> **LISTED RECORDS**:

════

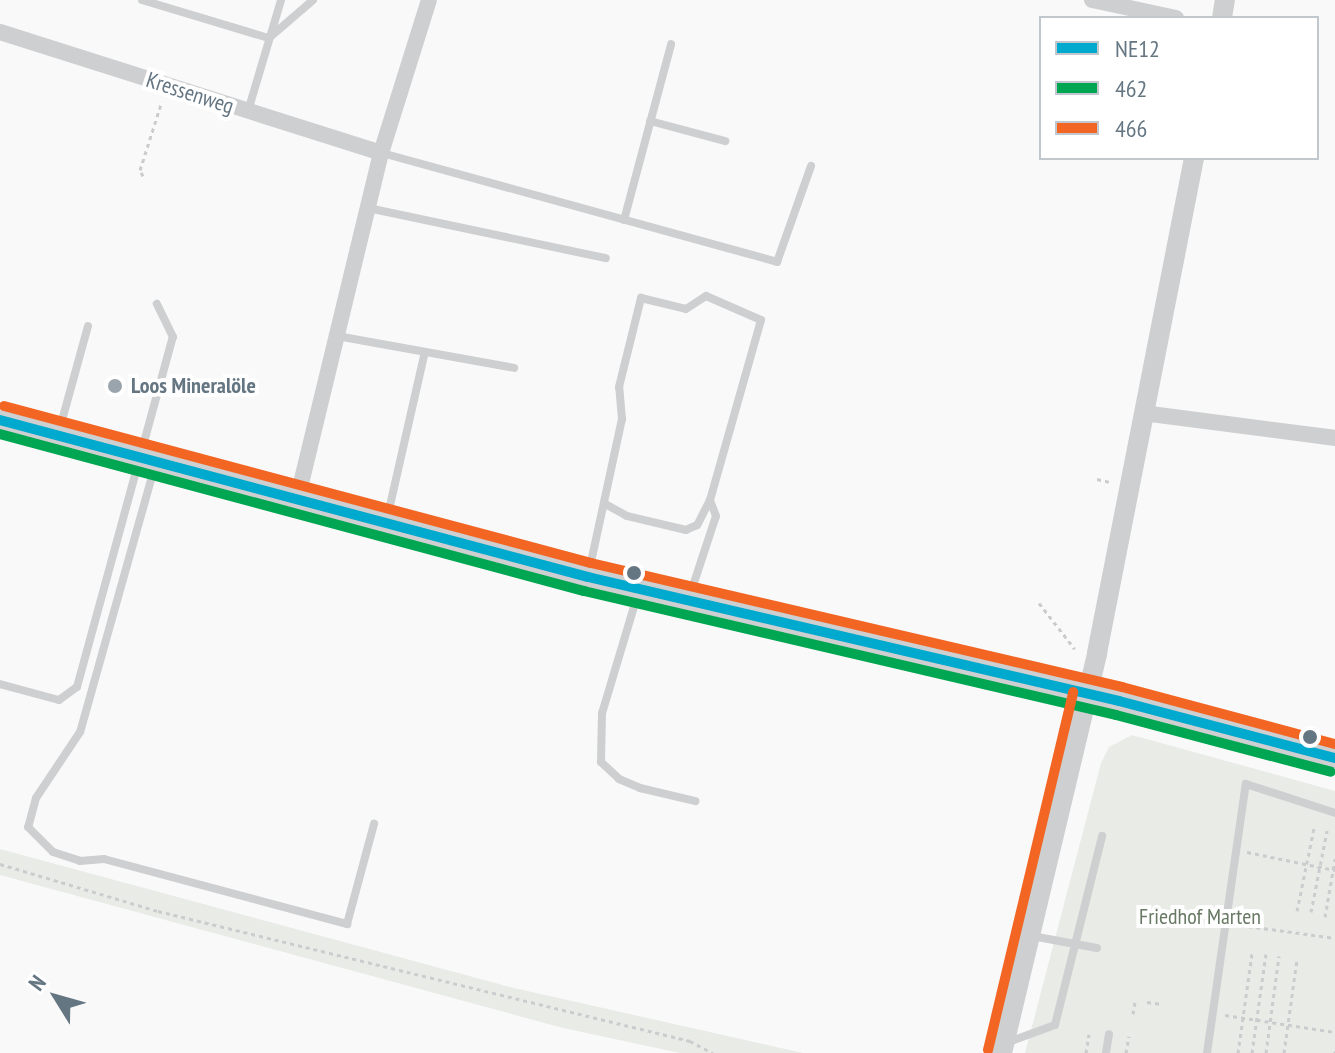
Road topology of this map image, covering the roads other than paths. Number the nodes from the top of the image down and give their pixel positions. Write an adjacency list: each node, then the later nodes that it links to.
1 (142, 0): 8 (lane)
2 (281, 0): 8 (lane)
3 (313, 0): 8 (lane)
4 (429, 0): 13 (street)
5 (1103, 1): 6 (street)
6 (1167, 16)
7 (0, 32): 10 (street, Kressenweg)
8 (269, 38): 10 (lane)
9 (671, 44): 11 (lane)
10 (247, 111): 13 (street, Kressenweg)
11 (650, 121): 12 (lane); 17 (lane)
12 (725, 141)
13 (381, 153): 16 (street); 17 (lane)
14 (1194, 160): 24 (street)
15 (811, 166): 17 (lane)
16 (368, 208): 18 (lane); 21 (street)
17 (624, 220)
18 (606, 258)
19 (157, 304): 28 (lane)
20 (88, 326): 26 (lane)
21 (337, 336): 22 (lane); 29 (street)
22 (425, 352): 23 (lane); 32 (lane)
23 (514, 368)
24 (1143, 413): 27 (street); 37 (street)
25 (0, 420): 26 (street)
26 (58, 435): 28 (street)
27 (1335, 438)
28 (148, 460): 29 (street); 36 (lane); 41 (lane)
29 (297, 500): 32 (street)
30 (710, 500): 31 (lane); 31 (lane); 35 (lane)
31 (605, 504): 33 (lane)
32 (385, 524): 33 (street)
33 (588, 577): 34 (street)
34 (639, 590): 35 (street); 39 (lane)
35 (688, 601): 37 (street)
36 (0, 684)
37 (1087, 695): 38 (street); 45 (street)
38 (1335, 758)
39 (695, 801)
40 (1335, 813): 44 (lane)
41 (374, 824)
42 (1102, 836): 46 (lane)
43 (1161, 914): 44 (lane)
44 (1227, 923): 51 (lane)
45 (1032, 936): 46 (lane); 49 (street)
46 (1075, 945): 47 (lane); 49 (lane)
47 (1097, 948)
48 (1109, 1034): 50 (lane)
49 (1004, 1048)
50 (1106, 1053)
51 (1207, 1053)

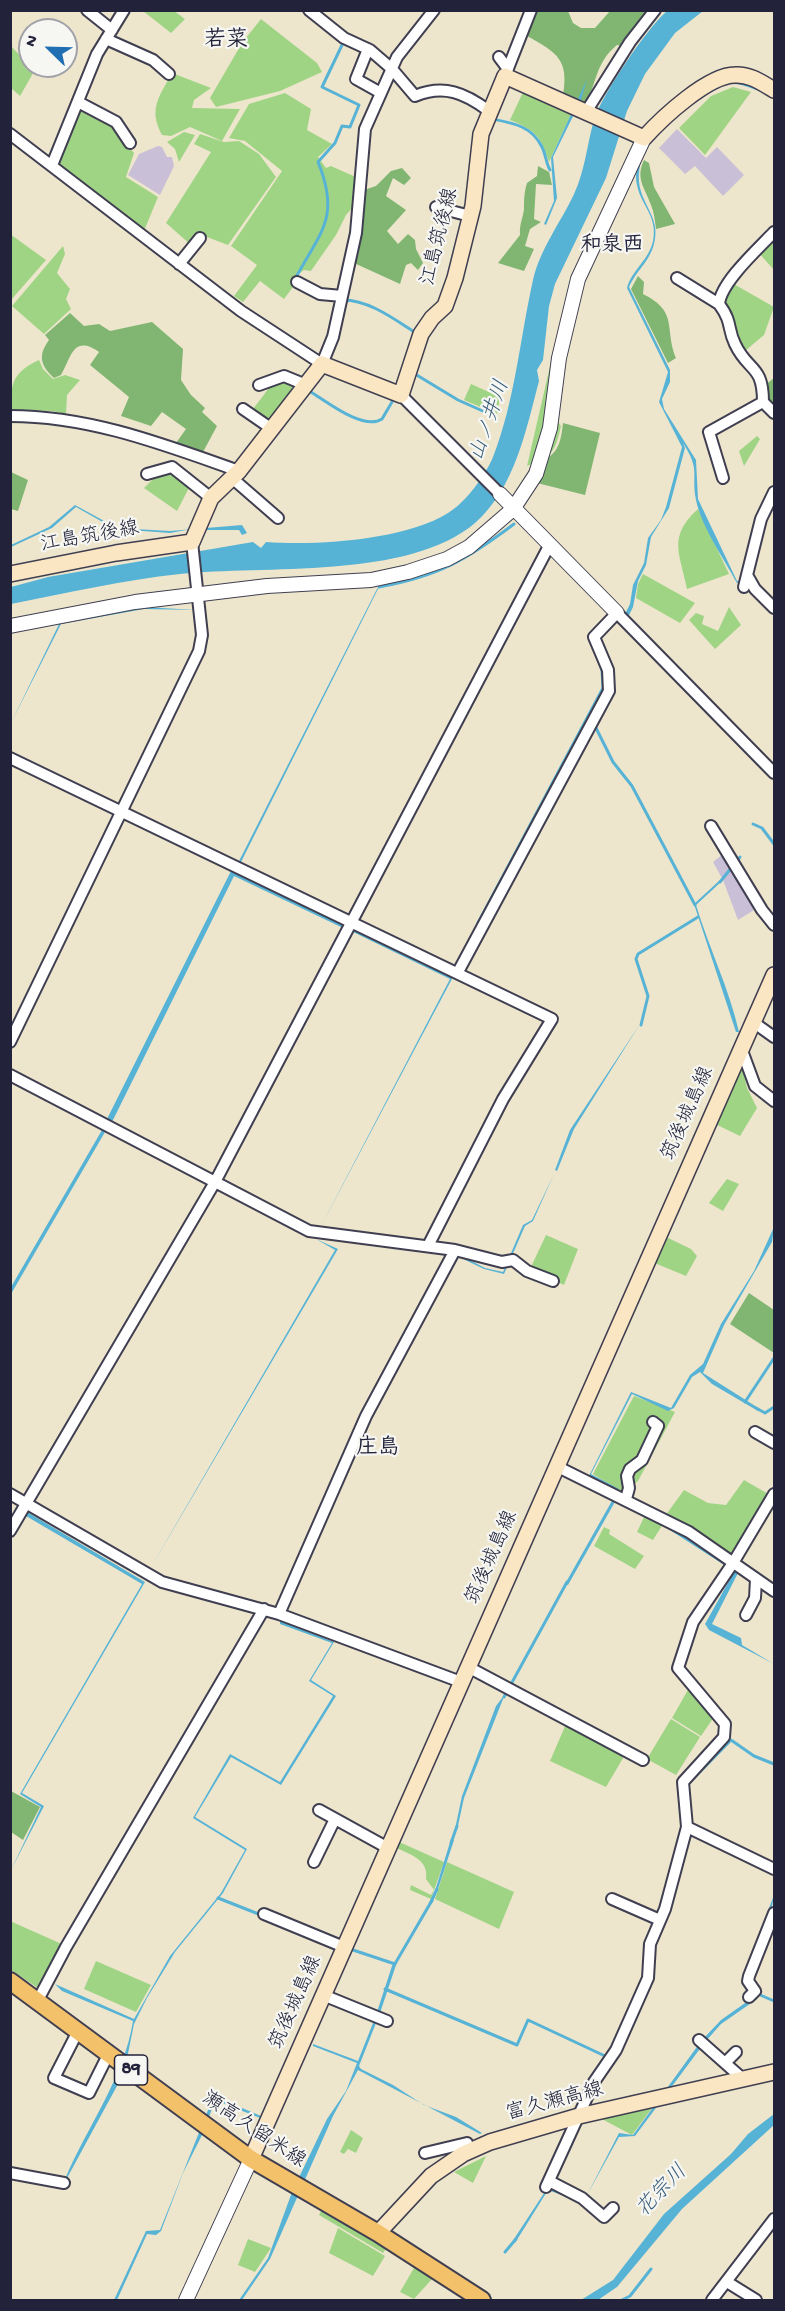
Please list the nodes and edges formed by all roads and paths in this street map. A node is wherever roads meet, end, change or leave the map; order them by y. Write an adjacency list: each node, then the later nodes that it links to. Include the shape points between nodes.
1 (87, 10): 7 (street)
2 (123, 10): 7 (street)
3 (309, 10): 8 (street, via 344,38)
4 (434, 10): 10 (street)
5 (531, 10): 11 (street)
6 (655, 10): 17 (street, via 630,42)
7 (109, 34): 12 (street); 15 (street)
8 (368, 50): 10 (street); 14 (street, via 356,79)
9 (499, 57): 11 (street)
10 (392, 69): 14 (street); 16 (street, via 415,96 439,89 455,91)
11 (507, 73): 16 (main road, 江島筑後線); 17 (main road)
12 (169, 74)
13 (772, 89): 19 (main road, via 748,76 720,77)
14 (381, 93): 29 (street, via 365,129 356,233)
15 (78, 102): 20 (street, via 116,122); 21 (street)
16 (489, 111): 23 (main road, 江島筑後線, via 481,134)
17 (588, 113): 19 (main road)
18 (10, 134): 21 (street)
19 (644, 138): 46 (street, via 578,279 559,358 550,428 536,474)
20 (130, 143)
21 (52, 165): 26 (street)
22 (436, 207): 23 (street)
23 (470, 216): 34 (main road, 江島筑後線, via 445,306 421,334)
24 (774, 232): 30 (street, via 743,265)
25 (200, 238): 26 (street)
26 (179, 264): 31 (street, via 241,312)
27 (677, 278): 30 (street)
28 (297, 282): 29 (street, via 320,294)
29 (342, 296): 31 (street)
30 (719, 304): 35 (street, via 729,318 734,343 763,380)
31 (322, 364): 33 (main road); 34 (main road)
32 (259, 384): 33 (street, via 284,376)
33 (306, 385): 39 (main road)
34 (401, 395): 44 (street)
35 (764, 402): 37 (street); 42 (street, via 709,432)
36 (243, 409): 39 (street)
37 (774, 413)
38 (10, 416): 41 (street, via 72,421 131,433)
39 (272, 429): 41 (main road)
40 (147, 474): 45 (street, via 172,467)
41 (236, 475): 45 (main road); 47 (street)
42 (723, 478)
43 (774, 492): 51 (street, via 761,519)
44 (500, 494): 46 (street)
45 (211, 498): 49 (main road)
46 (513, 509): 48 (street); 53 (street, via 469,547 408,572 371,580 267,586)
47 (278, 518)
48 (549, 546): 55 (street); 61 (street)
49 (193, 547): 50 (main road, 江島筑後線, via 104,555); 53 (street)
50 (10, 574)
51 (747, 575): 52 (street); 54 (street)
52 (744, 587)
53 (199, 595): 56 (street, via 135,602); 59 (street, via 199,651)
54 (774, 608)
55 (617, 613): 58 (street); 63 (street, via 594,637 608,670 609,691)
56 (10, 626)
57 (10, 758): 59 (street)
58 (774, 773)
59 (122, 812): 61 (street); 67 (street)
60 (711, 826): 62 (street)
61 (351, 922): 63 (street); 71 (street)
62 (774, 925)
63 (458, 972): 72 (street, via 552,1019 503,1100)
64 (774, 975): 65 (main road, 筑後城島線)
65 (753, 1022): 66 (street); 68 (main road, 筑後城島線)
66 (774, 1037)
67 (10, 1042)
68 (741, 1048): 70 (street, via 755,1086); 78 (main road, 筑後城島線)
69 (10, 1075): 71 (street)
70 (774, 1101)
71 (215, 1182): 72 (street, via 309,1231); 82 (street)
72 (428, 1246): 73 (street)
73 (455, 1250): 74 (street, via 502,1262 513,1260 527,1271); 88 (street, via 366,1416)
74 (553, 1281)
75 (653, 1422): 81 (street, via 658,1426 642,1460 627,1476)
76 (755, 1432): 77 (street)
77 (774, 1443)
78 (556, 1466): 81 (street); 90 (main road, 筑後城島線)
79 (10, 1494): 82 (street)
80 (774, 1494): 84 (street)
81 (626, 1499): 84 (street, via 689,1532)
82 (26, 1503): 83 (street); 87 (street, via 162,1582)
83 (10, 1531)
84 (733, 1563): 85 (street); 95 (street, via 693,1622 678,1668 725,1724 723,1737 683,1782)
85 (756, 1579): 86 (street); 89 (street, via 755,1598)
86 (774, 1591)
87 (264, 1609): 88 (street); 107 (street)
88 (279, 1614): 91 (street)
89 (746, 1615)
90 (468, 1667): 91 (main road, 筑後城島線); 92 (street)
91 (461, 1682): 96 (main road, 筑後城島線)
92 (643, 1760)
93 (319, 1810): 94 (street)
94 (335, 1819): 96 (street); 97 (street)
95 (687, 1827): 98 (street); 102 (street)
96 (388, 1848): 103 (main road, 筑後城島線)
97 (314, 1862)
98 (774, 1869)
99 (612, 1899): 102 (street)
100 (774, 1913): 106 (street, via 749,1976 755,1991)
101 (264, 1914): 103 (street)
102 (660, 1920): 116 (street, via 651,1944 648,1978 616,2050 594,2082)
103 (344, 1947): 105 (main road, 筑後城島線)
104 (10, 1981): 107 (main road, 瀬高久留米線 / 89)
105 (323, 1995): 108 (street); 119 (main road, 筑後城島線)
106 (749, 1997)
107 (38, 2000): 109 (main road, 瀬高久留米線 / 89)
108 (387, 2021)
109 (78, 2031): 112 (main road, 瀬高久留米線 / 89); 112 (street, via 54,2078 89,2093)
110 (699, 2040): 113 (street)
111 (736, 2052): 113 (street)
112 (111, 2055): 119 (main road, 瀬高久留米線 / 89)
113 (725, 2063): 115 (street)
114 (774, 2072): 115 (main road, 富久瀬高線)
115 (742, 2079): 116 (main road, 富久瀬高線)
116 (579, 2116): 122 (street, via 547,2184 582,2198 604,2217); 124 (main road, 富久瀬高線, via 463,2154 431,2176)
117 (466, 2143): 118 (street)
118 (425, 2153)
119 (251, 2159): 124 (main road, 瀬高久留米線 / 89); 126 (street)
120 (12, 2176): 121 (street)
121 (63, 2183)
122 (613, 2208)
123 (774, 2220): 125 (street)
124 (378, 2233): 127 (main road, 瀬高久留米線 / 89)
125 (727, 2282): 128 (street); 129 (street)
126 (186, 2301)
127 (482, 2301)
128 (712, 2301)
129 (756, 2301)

════

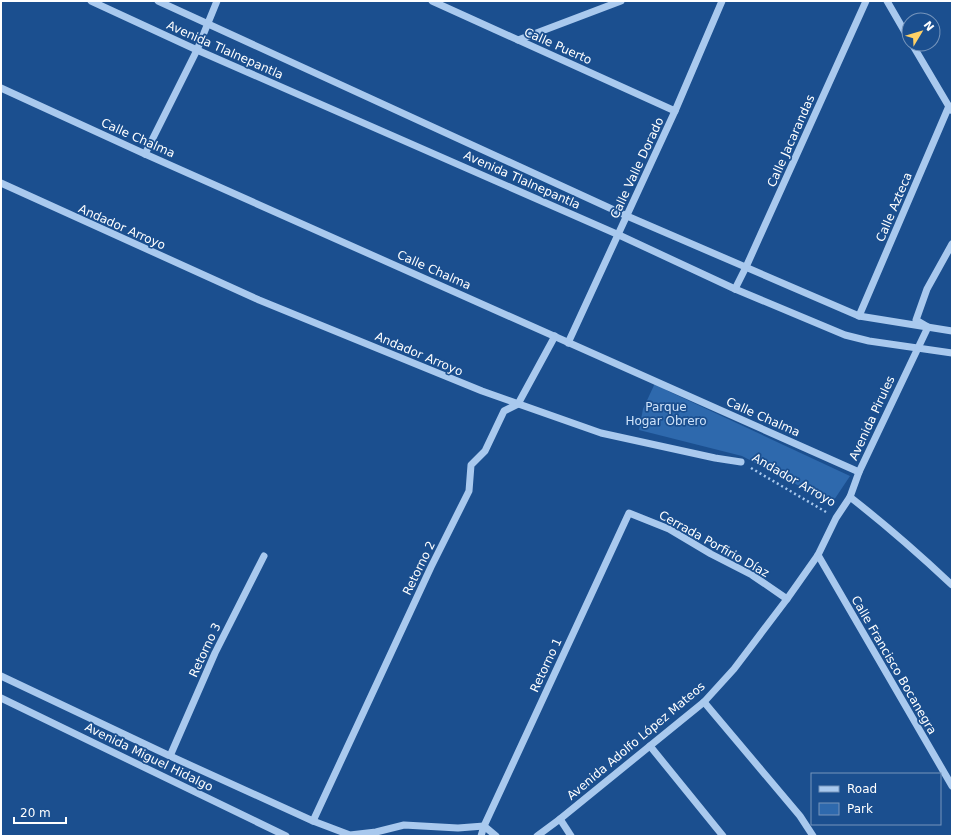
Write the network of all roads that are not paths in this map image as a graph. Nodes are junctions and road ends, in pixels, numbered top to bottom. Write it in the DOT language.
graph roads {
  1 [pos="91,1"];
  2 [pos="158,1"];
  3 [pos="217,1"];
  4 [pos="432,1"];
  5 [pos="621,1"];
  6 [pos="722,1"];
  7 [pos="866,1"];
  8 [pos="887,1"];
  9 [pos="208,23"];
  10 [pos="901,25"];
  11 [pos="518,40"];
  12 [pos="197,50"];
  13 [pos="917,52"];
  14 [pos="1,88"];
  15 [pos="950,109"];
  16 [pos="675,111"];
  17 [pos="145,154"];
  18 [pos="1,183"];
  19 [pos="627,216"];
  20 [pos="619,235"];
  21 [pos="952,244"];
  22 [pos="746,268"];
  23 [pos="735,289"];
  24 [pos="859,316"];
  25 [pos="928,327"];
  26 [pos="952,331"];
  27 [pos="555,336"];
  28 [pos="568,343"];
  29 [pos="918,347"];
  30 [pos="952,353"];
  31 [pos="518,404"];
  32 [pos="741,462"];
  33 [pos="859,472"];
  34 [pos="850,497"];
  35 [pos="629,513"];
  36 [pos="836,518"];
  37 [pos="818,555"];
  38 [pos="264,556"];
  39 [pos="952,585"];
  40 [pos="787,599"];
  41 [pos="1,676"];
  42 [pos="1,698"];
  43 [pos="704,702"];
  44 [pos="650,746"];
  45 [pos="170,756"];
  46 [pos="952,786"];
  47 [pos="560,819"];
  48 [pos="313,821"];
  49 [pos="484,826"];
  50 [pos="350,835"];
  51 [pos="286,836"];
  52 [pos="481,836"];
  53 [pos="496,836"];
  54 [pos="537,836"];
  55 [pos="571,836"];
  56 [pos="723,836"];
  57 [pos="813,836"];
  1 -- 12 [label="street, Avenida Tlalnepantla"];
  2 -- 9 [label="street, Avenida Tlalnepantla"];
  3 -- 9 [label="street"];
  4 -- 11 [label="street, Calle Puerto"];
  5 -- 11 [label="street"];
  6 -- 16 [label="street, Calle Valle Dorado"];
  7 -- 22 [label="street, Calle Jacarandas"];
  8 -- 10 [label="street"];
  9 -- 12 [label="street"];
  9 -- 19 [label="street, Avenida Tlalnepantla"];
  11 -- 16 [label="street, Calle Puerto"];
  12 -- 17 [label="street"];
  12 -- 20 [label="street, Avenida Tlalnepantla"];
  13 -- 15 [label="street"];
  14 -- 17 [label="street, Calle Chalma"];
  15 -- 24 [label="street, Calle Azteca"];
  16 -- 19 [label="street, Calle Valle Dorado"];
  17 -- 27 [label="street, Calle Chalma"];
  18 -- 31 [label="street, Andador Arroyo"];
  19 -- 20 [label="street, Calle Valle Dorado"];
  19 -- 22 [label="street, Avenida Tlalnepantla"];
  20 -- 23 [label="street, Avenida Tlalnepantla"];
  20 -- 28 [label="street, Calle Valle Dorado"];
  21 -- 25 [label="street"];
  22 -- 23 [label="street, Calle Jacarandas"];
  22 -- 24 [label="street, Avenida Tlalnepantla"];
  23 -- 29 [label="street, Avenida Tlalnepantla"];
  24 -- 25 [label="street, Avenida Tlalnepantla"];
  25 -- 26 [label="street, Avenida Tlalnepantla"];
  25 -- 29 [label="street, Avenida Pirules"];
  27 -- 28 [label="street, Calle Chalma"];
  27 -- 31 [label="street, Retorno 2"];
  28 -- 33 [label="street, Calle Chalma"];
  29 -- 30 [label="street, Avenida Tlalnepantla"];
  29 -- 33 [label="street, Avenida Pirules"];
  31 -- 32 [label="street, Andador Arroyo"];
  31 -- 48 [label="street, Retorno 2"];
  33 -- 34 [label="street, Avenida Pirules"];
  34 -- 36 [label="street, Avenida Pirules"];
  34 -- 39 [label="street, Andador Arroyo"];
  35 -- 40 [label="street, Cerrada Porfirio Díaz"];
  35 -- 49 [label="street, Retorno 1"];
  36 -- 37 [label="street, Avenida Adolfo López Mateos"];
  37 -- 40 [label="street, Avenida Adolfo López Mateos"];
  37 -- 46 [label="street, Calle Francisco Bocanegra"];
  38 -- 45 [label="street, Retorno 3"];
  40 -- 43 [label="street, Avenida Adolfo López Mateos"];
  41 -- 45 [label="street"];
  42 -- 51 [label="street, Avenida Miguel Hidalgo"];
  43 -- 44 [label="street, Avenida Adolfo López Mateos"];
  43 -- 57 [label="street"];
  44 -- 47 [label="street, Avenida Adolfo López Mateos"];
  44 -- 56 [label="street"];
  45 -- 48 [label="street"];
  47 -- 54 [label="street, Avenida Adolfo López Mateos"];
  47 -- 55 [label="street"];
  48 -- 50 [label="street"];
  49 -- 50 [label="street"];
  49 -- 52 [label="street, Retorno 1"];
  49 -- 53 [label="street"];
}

════

> **ASSIGNMENT**: Which lines in the entries above contain "Mateos"? Pull each of them out.

> **EXERCISE RESULT**:
  36 -- 37 [label="street, Avenida Adolfo López Mateos"];
  37 -- 40 [label="street, Avenida Adolfo López Mateos"];
  40 -- 43 [label="street, Avenida Adolfo López Mateos"];
  43 -- 44 [label="street, Avenida Adolfo López Mateos"];
  44 -- 47 [label="street, Avenida Adolfo López Mateos"];
  47 -- 54 [label="street, Avenida Adolfo López Mateos"];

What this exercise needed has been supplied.